* [Task data]
- - -
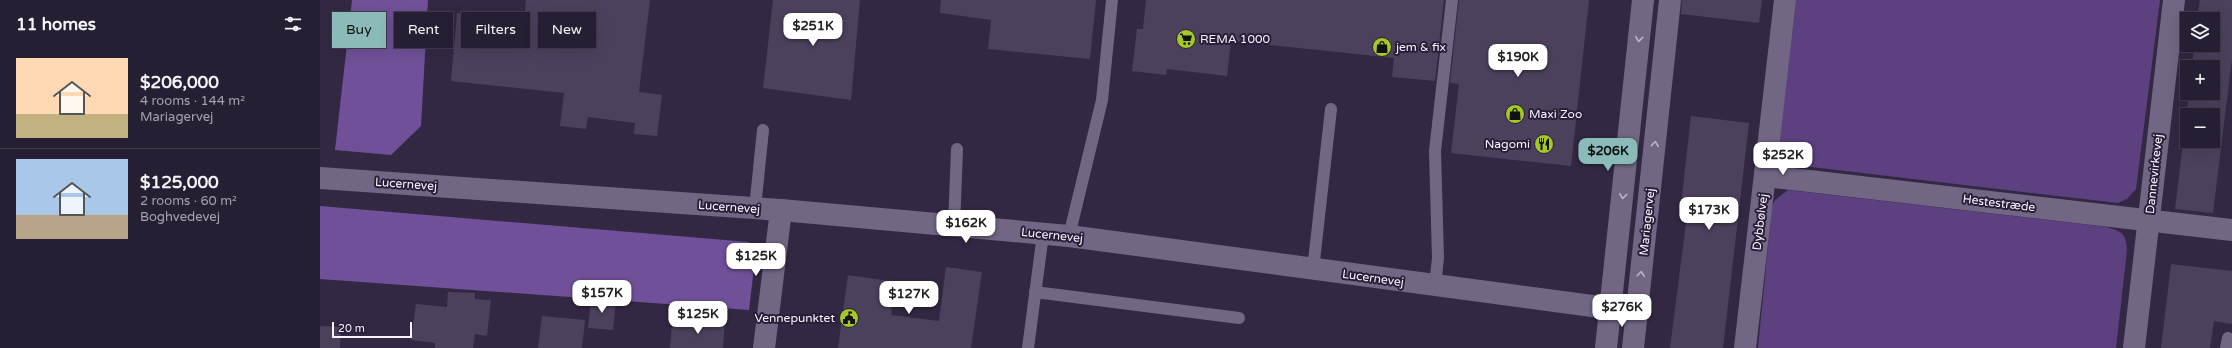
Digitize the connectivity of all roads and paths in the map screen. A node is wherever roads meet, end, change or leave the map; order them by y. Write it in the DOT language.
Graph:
graph roads {
  1 [pos="1112,0"];
  2 [pos="1452,0"];
  3 [pos="1643,0"];
  4 [pos="1670,0"];
  5 [pos="1785,0"];
  6 [pos="2174,0"];
  7 [pos="1331,109"];
  8 [pos="763,130"];
  9 [pos="957,148"];
  10 [pos="1766,176"];
  11 [pos="320,178"];
  12 [pos="755,208"];
  13 [pos="781,210"];
  14 [pos="2149,221"];
  15 [pos="954,226"];
  16 [pos="2232,230"];
  17 [pos="1043,234"];
  18 [pos="1069,236"];
  19 [pos="1313,270"];
  20 [pos="1435,286"];
  21 [pos="1035,292"];
  22 [pos="1611,309"];
  23 [pos="1637,312"];
  24 [pos="1239,318"];
  25 [pos="764,348"];
  26 [pos="1028,348"];
  27 [pos="1606,348"];
  28 [pos="1633,348"];
  29 [pos="1745,348"];
  30 [pos="2134,348"];
  1 -- 18 [label="lane"];
  2 -- 20 [label="lane"];
  3 -- 22 [label="street, one-way"];
  23 -- 4 [label="street, Mariagervej, one-way"];
  5 -- 10 [label="street, Dybbølvej"];
  6 -- 14 [label="street, Dannevirkevej"];
  7 -- 19 [label="lane"];
  8 -- 12 [label="lane"];
  9 -- 15 [label="lane"];
  10 -- 14 [label="street, Hestestræde"];
  10 -- 29 [label="street, Dybbølvej"];
  11 -- 12 [label="street, Lucernevej"];
  12 -- 13 [label="street, Lucernevej"];
  13 -- 15 [label="street, Lucernevej"];
  13 -- 25 [label="street"];
  14 -- 16 [label="street, Hestestræde"];
  14 -- 30 [label="street, Dannevirkevej"];
  15 -- 17 [label="street, Lucernevej"];
  17 -- 18 [label="street, Lucernevej"];
  17 -- 21 [label="lane"];
  18 -- 19 [label="street, Lucernevej"];
  19 -- 20 [label="street, Lucernevej"];
  20 -- 22 [label="street, Lucernevej"];
  21 -- 24 [label="lane"];
  21 -- 26 [label="lane"];
  22 -- 23 [label="street, Lucernevej"];
  22 -- 27 [label="street"];
  23 -- 28 [label="street, Mariagervej"];
}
- - -
* [Problem requirements]
Recreate the listing above word for word, dropping each picture it contains.

* [Finished exercise]
Digitize the connectivity of all roads and paths in the map screen. A node is wherever roads meet, end, change or leave the map; order them by y. Write it in the DOT language.
Graph:
graph roads {
  1 [pos="1112,0"];
  2 [pos="1452,0"];
  3 [pos="1643,0"];
  4 [pos="1670,0"];
  5 [pos="1785,0"];
  6 [pos="2174,0"];
  7 [pos="1331,109"];
  8 [pos="763,130"];
  9 [pos="957,148"];
  10 [pos="1766,176"];
  11 [pos="320,178"];
  12 [pos="755,208"];
  13 [pos="781,210"];
  14 [pos="2149,221"];
  15 [pos="954,226"];
  16 [pos="2232,230"];
  17 [pos="1043,234"];
  18 [pos="1069,236"];
  19 [pos="1313,270"];
  20 [pos="1435,286"];
  21 [pos="1035,292"];
  22 [pos="1611,309"];
  23 [pos="1637,312"];
  24 [pos="1239,318"];
  25 [pos="764,348"];
  26 [pos="1028,348"];
  27 [pos="1606,348"];
  28 [pos="1633,348"];
  29 [pos="1745,348"];
  30 [pos="2134,348"];
  1 -- 18 [label="lane"];
  2 -- 20 [label="lane"];
  3 -- 22 [label="street, one-way"];
  23 -- 4 [label="street, Mariagervej, one-way"];
  5 -- 10 [label="street, Dybbølvej"];
  6 -- 14 [label="street, Dannevirkevej"];
  7 -- 19 [label="lane"];
  8 -- 12 [label="lane"];
  9 -- 15 [label="lane"];
  10 -- 14 [label="street, Hestestræde"];
  10 -- 29 [label="street, Dybbølvej"];
  11 -- 12 [label="street, Lucernevej"];
  12 -- 13 [label="street, Lucernevej"];
  13 -- 15 [label="street, Lucernevej"];
  13 -- 25 [label="street"];
  14 -- 16 [label="street, Hestestræde"];
  14 -- 30 [label="street, Dannevirkevej"];
  15 -- 17 [label="street, Lucernevej"];
  17 -- 18 [label="street, Lucernevej"];
  17 -- 21 [label="lane"];
  18 -- 19 [label="street, Lucernevej"];
  19 -- 20 [label="street, Lucernevej"];
  20 -- 22 [label="street, Lucernevej"];
  21 -- 24 [label="lane"];
  21 -- 26 [label="lane"];
  22 -- 23 [label="street, Lucernevej"];
  22 -- 27 [label="street"];
  23 -- 28 [label="street, Mariagervej"];
}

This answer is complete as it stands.